◆ Records for this exercise ◆
..............................

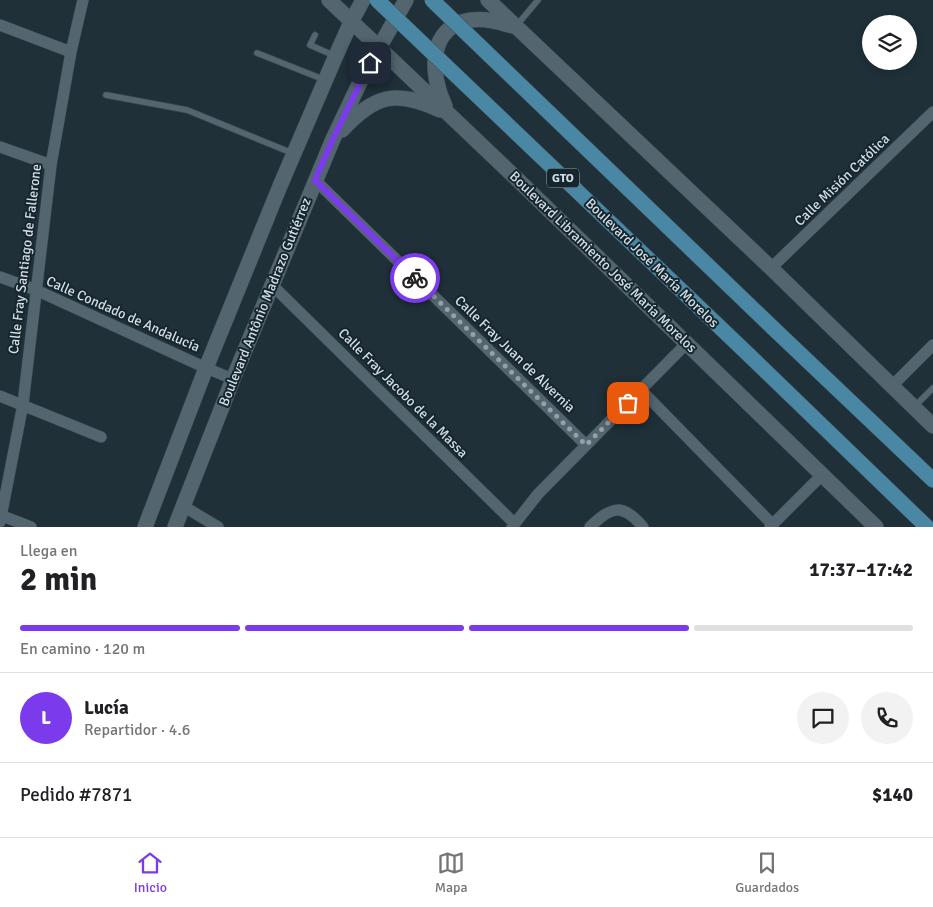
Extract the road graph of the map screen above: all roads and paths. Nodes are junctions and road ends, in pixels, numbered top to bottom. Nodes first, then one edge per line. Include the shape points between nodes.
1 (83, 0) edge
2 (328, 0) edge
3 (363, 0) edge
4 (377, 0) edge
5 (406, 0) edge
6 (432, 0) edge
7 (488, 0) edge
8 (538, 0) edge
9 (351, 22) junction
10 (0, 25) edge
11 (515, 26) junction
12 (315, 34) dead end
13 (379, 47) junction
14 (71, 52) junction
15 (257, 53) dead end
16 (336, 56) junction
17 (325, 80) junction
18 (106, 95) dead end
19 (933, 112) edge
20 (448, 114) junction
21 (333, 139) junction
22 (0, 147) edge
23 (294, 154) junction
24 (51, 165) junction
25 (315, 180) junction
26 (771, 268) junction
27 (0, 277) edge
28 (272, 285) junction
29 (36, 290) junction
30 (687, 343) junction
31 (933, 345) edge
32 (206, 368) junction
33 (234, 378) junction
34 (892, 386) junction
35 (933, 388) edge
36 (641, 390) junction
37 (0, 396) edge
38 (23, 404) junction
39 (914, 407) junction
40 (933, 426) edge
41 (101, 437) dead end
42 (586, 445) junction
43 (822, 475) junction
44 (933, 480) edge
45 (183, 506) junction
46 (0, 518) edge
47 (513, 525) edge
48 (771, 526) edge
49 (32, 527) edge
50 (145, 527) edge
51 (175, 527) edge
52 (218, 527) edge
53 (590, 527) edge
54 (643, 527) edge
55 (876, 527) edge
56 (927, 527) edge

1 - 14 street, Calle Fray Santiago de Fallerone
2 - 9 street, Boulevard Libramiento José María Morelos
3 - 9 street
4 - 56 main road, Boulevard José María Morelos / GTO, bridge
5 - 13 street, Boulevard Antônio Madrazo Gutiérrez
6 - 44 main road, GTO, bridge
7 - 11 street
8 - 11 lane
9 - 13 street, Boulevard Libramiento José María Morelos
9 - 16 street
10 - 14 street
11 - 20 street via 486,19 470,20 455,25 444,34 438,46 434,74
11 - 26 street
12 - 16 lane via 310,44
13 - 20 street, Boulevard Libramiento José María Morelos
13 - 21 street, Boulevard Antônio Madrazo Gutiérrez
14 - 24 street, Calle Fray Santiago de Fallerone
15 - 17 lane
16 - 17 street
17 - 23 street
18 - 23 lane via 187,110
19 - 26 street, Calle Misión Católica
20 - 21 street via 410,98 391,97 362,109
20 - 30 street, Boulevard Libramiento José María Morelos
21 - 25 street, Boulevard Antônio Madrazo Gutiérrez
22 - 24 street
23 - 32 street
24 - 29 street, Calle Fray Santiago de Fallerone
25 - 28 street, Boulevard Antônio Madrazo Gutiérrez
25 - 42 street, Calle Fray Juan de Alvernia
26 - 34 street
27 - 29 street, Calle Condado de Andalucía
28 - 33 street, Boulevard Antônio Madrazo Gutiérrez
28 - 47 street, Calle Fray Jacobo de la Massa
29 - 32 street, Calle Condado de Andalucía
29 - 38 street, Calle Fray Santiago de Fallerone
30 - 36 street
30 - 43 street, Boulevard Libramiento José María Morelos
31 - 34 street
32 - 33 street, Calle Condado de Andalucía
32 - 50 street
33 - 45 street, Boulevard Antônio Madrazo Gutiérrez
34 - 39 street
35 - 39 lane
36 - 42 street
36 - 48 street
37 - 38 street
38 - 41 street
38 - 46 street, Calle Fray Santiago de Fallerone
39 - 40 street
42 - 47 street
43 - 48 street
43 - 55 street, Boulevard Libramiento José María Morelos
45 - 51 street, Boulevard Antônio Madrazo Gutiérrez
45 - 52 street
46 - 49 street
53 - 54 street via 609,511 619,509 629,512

..............................

◆ Problem description ◆
Return the lines of the records that include the string "Condado".

◆ Output for this task ◆
27 - 29 street, Calle Condado de Andalucía
29 - 32 street, Calle Condado de Andalucía
32 - 33 street, Calle Condado de Andalucía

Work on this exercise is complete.